Abstract
Dynamic processes of the armored personnel carrier M113 are investigated in this paper. The model of the system is reduced to seven degrees of freedom (DOF). Six schemes of different integrations were investigated; it was determined that integration schemes with variable time steps allow to reduce calculation time within the applicable range of the calculation error. The weapon’s impact on the dynamic processes of the vehicle is investigated on the uneven terrain. The influence of the standard weaponry on the oscillation peculiarities of the M113 when the vehicle is standing still, moves on the uneven terrain is analyzed. Also, possibilities to use 30 mm cannon on the carrier M113 are examined.
1. Introduction
Military machinery is often operated for a sufficiently long period of time during which it is being modernized, electronic systems, weapons and other items are replaced. At this point, the issues associated with safety and reliability must be addressed. When weapons are changed, dynamic properties of a vehicle change as well. The market offers a large selection of complement items, and the customer can buy the items of different manufacturers, but after they are gathered into a single system, problems during operation may arise. Fedaravičius et al. [1] investigated influence of the shot recoil of various weapons mounted on the armoured vehicle influencing the vehicle oscillation when driving on an uneven terrain. It was found out that usage of a more powerful weapon without suspension modification is not effective. If a more powerful gun system is installed on a carrier, in order to minimize its influence on other systems, recoil dampers can be used. Hongsheng et al. [2] investigated a magnetorheological damper of a gun recoil; the use of such system can solve many problems, but it is a difficult mechatronic system with a PID controller.
It is practically impossible to experimentally investigate all possible combinations of operating parameters of the vehicle due to the testing cost and time requirements. The mathematical modeling of physical systems by applying numerical methods has become a real alternative.

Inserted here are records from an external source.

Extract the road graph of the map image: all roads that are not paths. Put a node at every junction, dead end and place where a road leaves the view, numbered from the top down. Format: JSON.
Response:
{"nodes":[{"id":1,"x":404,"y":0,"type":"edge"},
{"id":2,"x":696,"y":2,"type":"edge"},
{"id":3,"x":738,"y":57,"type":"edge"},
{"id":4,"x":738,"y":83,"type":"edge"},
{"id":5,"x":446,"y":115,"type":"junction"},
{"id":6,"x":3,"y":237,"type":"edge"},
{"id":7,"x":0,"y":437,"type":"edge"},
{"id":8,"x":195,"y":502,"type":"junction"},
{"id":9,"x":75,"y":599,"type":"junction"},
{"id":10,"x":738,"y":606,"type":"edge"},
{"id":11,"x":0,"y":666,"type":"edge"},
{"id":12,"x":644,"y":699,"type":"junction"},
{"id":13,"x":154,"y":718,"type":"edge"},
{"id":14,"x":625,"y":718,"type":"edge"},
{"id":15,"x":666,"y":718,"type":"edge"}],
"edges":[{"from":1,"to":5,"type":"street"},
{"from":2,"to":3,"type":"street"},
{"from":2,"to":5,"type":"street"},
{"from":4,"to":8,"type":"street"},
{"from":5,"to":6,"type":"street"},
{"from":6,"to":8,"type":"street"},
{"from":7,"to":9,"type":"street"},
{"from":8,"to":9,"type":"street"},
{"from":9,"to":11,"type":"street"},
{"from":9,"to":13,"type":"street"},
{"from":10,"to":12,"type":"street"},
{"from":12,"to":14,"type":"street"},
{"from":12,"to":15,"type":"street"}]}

However, in order to obtain reliable results, we need to perform model validation and verification. The paper presents a mathematical model for the M113; numerical methods are verified which allow to effectively deal with such problems.
A lot of mathematical models exist which are used for the investigation of the vehicle dynamics. Most commonly used models for vehicles with wheel transmission have 2, 4, 14 and 38 DOF. The simplest one is a quarter-car model [3], which is the 2 DOFs model, where displacements of the sprung mass and a quarter of the vehicle body are taken into consideration. The 4 DOFs model is a half-vehicle model, the vehicle body has 2 DOFs (displacement in vertical direction and rotation), and 1 DOF for each wheel. The 14 DOFs model consists of 6 DOFs of the vehicle (longitudinal, lateral, vertical motions, roll, and yaw) and the 4 DOFs pitch motions of sprung mass, with the remaining 4 DOFs of the rotation of wheels [4]. The 38 DOFs consist of 6 DOFs of the vehicle, and 8 DOFs for each wheel [5]. It is always important to select the best model to the specific case. Męzyk et al. [6] made a mathematical model of a tracked vehicle using Matlab/Simulink software; while making comparison of simulation results and experimental data it was found that simulation results are extremely exact and the mathematical model can be used for the investigation of dynamic parameters of the tracked vehicle. Suspension can be presented by employing the Super-Element model. This model treats the track chain as a single flexible-band and the rest of the running gear as discrete rigid bodies (road wheels, support rollers, drive sprockets, idlers and chassis components) with kinematic constraints. This reduces the size of the problem because the track chain is reduced by a number of rigid bodies with frictional contacts with a single force super-element applied to each road-wheel [7]. Super-element-based model cannot show the dynamic interaction between the track components. Rubinstein and Hitron [8] presented a model, which incorporates detailed description of the track, the suspension system, and the dynamic interaction between its components; the model was first applied to the M113. Literature review showed that impact of weapons reinstallation on the machine dynamic parameters was not widely investigated, and is still a relevant problem.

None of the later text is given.